++++ DATA SHOWN ++++

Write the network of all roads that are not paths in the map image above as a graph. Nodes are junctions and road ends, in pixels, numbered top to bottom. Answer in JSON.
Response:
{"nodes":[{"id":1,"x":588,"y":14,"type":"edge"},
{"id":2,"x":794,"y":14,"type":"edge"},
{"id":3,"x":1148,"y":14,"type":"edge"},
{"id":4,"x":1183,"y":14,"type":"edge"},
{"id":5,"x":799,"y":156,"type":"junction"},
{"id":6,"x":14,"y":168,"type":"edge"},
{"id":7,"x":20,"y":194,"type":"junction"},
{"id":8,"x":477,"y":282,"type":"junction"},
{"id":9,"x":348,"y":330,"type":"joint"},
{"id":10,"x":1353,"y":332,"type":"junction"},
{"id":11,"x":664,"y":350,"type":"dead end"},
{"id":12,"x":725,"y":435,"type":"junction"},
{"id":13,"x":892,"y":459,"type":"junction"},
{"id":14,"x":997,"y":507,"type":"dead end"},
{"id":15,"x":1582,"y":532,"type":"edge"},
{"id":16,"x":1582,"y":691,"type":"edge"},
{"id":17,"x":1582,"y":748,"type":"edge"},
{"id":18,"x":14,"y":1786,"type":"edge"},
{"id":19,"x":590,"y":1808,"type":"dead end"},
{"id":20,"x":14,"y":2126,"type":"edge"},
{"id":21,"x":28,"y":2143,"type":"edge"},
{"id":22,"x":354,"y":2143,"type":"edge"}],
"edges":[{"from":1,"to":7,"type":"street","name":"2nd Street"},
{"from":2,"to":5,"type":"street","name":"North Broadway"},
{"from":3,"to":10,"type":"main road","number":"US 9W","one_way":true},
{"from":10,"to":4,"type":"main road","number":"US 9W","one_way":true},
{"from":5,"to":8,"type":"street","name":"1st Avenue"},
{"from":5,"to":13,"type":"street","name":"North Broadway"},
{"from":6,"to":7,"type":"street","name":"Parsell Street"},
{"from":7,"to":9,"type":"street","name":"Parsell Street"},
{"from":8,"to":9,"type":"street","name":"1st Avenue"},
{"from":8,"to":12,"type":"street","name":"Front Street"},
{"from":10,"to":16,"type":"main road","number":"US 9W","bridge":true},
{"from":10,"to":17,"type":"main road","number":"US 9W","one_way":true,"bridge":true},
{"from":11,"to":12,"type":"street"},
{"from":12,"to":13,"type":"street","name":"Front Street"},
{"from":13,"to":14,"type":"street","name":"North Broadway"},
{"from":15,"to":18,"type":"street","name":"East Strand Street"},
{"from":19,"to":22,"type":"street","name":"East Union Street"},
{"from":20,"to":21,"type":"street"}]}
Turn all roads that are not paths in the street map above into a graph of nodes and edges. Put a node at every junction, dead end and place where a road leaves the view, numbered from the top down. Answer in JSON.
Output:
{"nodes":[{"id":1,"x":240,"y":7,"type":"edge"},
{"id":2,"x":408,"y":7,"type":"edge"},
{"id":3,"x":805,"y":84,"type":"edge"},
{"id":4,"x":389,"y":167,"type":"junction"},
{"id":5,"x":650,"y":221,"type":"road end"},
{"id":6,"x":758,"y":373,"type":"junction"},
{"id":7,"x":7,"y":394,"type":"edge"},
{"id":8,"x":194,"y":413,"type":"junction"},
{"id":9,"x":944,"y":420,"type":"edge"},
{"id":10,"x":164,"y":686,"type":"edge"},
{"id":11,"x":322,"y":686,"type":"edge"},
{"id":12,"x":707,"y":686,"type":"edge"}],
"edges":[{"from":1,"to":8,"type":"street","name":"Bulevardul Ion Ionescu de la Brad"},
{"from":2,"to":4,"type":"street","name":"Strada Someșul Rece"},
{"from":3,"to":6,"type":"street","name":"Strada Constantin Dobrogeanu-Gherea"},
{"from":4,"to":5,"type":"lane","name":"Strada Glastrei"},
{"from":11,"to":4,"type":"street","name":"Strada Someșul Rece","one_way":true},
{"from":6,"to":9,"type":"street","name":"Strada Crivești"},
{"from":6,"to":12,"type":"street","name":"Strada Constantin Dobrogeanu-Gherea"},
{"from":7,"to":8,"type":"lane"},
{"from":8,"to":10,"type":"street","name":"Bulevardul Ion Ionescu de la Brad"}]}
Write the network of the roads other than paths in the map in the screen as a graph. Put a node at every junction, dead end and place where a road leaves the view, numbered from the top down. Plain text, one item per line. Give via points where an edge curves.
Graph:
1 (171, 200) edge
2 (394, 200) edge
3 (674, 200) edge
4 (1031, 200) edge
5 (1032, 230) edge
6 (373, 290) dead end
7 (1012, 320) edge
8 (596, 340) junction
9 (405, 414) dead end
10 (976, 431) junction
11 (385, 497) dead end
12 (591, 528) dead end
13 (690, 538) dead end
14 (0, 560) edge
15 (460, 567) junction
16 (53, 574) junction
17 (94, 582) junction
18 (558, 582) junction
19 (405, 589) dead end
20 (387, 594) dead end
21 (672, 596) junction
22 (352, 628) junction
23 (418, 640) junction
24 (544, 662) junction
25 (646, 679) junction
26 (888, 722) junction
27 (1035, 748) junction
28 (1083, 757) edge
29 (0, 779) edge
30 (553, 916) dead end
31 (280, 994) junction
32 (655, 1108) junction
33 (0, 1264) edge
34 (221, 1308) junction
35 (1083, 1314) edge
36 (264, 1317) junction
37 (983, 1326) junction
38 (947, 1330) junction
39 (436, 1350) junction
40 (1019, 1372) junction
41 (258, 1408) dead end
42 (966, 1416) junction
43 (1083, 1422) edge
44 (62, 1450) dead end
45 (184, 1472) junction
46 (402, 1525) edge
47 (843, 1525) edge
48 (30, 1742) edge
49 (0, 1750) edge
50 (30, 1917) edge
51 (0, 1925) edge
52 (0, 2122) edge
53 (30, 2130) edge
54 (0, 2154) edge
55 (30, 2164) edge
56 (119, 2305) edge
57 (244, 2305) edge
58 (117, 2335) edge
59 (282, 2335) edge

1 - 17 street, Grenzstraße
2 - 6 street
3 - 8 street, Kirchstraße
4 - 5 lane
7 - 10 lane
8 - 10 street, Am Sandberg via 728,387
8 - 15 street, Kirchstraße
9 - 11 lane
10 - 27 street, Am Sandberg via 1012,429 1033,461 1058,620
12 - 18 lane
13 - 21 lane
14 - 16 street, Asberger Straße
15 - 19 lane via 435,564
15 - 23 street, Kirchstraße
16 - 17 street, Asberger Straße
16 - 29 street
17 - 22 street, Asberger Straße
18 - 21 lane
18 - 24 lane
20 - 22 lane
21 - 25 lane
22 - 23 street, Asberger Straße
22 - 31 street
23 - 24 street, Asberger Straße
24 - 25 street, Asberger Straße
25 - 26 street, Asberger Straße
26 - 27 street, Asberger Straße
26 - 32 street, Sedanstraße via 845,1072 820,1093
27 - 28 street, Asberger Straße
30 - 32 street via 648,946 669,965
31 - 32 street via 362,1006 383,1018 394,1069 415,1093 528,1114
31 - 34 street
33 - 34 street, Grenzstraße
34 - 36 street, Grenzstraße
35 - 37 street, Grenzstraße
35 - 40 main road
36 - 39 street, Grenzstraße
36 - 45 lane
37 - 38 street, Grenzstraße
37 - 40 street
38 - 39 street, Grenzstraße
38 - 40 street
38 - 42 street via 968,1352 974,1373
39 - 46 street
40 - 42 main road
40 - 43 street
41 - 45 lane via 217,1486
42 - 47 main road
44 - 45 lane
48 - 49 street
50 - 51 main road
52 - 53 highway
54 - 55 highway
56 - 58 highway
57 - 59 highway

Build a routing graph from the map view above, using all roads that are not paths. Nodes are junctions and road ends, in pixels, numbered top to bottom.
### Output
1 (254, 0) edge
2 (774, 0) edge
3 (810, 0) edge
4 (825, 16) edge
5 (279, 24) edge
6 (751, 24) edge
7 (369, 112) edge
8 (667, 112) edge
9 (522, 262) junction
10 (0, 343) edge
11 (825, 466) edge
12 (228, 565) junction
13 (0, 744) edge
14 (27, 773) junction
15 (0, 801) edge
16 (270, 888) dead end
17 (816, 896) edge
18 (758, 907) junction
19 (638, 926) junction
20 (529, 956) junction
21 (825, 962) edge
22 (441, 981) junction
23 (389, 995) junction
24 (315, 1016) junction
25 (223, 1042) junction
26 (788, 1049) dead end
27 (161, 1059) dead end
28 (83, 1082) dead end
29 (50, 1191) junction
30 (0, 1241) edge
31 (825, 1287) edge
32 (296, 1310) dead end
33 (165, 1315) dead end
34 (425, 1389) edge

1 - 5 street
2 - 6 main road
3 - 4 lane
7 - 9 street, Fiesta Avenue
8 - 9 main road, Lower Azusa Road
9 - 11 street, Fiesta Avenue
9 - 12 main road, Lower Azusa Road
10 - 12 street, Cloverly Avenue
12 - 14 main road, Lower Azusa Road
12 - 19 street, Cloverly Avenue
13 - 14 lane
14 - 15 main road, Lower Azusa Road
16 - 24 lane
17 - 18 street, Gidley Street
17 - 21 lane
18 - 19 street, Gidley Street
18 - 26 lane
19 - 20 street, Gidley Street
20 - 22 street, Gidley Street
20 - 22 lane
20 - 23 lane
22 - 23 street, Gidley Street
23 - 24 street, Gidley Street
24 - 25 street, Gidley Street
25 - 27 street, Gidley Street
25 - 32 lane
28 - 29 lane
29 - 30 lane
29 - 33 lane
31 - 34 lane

++++

Among the lines of the preceding data, which ones hold the word "Gidley"? List them.

• [RESULT OF THE EXERCISE]:
17 - 18 street, Gidley Street
18 - 19 street, Gidley Street
19 - 20 street, Gidley Street
20 - 22 street, Gidley Street
22 - 23 street, Gidley Street
23 - 24 street, Gidley Street
24 - 25 street, Gidley Street
25 - 27 street, Gidley Street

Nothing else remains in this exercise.